By William Thompson, Ph.D., Ricardo Gazel, Dan Rickman
A White Buffalo was born August 20, l994, on a farm outside of Janesville: a true White Buffalo, a sacred symbol for many Native Americans. The White Buffalo may be the reincarnated spirit of White Buffalo Calf Woman — who, according to legend, had come to Earth to teach the Native Peoples how to live virtuous lives, how to use the sacred pipe of peace in ceremonies, and how to pray to their creator. Looks for Buffalo is a Native American spiritual interpreter. He maintains that the white calf was born on the farm of a white man as an “omen.” White people, he suggests, are being told that they must pay attention to “what they are losing” by living in modern ways, with modern machinery, and out of touch with “Mother Earth.”
Perhaps it is also time that all modern Wisconsin people — white people and others — take stock over “what they are losing” as well as what they may be gaining due to the appearance of what some have called the Native American’s “New Buffalo” — casino gambling, and its modern money-making machinery.2 Are the financial losses of the white man — and others — at casinos offset by societal gains? Are the losses producing a public good? Should policymakers in Wisconsin endorse the casino gaming and encourage its continuance? Or, should they take steps to modify its effects, or perhaps even to end the activity?

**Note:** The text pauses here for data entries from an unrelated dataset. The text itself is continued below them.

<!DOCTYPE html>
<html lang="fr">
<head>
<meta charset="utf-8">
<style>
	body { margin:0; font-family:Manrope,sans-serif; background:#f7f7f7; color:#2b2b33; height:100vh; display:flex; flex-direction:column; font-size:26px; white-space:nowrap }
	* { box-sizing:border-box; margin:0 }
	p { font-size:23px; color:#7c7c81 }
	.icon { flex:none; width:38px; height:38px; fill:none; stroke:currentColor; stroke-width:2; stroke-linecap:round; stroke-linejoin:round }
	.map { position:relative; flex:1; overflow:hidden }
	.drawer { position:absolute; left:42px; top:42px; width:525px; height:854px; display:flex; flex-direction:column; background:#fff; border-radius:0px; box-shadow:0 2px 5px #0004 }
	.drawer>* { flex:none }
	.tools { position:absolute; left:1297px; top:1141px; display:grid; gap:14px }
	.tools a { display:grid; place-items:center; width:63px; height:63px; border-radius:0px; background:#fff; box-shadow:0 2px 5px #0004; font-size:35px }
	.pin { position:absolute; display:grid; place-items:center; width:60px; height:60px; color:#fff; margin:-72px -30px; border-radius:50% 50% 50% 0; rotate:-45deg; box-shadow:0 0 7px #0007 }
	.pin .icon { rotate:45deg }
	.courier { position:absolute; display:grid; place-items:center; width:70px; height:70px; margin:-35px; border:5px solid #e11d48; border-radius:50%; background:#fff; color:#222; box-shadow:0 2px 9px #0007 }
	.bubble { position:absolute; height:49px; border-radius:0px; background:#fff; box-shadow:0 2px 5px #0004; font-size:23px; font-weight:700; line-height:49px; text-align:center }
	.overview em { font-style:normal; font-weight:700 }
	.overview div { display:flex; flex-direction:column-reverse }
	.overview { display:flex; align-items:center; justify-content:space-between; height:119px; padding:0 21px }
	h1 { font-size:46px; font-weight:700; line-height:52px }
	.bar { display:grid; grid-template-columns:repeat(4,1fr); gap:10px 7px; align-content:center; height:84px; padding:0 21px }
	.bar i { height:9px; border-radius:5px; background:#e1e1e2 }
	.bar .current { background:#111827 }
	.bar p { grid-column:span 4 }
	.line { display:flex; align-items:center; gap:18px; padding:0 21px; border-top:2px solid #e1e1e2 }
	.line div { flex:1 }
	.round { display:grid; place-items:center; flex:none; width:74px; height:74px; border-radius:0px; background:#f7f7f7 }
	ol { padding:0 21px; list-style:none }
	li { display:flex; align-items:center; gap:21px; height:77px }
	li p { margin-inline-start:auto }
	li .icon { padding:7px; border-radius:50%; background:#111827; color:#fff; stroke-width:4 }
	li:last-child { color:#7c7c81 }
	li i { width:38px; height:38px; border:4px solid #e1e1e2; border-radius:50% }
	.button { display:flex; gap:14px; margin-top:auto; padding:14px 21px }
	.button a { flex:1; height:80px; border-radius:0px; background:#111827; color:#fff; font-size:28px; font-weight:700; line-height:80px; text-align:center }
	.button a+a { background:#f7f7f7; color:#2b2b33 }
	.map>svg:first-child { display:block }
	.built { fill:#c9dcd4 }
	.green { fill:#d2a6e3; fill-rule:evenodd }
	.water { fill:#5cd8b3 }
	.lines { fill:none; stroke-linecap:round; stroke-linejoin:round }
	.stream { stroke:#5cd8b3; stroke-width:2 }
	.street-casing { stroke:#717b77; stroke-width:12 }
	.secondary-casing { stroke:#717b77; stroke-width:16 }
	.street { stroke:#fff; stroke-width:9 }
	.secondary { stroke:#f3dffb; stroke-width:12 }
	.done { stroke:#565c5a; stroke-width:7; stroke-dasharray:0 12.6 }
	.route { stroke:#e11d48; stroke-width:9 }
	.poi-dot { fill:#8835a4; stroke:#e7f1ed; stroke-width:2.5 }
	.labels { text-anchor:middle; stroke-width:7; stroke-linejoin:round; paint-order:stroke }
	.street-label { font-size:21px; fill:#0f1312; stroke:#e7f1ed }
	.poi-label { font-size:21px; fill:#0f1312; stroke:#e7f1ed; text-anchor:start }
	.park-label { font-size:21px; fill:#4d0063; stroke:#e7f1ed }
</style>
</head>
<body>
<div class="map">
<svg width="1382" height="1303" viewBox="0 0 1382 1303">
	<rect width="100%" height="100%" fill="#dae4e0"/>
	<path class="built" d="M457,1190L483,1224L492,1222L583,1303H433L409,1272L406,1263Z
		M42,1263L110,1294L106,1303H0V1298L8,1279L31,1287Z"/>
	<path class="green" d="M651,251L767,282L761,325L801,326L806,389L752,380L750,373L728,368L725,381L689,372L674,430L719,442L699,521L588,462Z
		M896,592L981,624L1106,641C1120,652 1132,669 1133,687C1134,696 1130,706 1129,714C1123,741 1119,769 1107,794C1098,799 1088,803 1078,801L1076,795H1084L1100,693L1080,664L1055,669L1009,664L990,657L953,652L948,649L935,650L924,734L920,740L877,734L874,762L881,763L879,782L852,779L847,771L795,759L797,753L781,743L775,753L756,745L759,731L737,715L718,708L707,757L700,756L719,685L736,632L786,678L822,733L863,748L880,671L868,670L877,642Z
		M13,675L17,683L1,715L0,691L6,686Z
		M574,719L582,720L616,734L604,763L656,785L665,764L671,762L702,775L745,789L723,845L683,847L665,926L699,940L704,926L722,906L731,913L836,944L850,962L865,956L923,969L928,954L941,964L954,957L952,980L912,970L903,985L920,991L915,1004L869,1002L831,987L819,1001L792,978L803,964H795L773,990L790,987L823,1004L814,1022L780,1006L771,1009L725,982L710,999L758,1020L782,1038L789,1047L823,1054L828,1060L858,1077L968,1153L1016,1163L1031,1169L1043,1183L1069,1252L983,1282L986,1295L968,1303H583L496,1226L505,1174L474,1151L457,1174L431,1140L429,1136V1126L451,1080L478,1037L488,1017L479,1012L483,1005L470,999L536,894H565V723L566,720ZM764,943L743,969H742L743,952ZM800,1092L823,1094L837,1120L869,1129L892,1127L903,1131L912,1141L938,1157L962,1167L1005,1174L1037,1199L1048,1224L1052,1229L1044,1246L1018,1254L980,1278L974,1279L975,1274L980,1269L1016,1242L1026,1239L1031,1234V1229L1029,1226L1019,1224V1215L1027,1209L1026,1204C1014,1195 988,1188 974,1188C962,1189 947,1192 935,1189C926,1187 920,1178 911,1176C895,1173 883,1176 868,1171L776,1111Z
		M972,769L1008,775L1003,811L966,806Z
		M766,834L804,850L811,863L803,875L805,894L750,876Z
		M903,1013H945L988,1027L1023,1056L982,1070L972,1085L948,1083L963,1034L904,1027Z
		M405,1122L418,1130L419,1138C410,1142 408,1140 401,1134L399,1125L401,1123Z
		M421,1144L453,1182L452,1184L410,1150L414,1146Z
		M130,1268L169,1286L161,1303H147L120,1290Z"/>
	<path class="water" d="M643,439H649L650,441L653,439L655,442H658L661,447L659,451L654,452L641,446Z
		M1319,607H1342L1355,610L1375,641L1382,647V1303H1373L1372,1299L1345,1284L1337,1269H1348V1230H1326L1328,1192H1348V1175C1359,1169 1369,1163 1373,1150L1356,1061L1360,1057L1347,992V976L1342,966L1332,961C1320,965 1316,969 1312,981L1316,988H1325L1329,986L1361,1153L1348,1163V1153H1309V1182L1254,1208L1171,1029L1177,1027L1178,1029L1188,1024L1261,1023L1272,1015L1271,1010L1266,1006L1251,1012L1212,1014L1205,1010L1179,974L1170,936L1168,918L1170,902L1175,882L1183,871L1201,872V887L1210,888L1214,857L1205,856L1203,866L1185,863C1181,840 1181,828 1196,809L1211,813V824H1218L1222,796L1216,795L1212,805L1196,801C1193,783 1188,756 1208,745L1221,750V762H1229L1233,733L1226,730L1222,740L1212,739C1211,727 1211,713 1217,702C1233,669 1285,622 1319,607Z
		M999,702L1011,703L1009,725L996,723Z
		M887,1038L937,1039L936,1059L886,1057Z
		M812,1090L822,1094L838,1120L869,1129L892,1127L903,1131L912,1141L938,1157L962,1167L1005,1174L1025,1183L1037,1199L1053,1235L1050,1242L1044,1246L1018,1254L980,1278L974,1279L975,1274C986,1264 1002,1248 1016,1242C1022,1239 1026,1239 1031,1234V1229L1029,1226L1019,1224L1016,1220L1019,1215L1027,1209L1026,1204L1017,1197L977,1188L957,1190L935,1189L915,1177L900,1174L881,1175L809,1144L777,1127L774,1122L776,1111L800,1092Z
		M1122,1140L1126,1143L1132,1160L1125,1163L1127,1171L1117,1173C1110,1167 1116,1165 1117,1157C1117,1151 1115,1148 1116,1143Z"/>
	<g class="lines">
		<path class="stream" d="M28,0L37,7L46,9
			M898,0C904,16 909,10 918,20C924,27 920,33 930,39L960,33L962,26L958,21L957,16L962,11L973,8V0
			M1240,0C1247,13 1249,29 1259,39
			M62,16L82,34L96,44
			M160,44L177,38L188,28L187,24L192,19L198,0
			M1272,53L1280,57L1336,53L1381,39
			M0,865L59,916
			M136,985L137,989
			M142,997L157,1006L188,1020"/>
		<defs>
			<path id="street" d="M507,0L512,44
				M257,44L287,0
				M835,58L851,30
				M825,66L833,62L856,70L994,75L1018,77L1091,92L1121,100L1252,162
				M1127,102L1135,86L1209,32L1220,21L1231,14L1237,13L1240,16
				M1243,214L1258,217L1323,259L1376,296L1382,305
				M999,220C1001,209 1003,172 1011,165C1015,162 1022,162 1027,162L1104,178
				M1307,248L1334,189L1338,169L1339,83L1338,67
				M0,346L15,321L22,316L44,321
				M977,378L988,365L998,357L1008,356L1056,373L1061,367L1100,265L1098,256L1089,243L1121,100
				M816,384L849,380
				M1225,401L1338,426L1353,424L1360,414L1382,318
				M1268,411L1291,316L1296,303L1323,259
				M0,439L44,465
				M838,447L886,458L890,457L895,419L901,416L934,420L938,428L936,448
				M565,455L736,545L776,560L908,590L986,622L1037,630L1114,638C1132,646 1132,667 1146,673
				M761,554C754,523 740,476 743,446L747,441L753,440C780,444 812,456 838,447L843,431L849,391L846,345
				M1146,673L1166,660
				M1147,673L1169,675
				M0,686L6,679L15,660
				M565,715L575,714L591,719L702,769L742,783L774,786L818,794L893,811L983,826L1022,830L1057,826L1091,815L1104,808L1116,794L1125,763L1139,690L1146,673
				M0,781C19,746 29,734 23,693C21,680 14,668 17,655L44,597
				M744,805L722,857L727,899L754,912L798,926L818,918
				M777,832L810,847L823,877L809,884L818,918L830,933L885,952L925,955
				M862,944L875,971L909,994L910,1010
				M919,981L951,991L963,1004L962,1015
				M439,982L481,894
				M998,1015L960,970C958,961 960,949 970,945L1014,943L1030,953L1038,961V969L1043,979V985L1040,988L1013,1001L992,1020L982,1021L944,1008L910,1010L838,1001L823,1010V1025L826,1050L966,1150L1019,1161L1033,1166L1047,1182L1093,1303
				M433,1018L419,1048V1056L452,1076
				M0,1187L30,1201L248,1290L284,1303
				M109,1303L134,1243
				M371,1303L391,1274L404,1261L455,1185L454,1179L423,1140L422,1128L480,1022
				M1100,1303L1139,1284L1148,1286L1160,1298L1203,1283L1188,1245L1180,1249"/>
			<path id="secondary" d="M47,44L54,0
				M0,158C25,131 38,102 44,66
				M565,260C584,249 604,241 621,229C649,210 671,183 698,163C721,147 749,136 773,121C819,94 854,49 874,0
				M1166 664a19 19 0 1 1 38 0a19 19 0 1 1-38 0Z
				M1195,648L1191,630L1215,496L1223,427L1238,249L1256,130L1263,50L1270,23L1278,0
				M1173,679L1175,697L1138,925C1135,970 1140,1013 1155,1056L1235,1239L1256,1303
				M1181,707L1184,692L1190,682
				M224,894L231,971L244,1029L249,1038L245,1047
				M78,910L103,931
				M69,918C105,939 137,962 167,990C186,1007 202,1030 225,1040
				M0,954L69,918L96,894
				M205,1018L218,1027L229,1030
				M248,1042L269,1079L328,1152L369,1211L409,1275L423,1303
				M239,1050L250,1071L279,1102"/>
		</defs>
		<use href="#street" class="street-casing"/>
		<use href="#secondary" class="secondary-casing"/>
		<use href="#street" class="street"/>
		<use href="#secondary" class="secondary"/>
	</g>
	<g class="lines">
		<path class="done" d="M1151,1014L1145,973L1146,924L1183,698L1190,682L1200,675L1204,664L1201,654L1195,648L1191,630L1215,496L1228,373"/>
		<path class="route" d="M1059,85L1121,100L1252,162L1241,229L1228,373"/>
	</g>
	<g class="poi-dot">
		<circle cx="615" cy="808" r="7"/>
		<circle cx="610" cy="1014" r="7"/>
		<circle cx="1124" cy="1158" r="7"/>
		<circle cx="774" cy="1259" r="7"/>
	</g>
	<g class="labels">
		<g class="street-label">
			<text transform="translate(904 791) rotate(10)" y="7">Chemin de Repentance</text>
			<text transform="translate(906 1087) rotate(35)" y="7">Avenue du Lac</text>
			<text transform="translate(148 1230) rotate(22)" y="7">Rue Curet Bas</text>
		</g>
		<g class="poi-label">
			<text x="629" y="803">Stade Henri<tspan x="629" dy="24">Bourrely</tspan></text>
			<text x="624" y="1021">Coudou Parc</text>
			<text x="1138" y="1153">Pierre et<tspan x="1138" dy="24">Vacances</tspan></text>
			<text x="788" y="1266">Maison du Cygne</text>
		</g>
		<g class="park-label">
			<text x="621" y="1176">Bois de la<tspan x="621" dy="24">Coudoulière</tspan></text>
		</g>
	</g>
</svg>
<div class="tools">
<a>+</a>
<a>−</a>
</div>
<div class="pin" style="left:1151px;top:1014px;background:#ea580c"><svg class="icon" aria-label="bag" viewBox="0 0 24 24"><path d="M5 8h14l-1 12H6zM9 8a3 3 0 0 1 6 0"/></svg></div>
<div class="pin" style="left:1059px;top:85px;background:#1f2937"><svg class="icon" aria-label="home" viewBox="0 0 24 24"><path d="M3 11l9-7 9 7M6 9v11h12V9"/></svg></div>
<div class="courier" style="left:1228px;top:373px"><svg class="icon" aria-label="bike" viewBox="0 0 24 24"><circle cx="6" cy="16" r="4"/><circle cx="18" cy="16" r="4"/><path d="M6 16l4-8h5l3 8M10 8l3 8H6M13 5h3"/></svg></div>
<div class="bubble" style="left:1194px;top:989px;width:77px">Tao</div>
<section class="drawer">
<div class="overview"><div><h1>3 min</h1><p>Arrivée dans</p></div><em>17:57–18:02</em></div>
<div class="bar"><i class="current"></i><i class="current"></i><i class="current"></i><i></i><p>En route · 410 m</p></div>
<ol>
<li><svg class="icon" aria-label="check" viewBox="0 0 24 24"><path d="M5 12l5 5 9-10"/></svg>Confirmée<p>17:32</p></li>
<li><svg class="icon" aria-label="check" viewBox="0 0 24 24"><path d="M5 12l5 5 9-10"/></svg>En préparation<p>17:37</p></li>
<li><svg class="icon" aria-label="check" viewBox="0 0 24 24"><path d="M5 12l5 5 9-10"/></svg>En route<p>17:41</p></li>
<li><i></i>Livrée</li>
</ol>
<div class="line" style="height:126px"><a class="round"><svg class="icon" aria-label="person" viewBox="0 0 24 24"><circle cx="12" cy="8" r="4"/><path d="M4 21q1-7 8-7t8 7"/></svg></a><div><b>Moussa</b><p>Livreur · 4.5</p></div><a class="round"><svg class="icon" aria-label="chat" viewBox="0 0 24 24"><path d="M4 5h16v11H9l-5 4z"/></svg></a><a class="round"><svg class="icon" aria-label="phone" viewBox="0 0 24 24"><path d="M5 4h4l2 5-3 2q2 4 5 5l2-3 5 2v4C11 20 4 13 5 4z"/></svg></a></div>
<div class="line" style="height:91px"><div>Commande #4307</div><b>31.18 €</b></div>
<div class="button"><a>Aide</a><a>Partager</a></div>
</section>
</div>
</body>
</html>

This is a study about a New Buffalo. Not the white calf on Dave Helder’s farm in Wisconsin, but the one that manifested itself with a reincarnation overseeing decks of cards and slot machines in Nekoosa, Red Cliff, Lac du Flambeau, Oneida, Carter, Keshena, and 10 other reservation sites in Wisconsin. This is a study about winners and others who may or may not know “what they are losing.” This is study of the economic impacts of 17 reservation casinos in Wisconsin.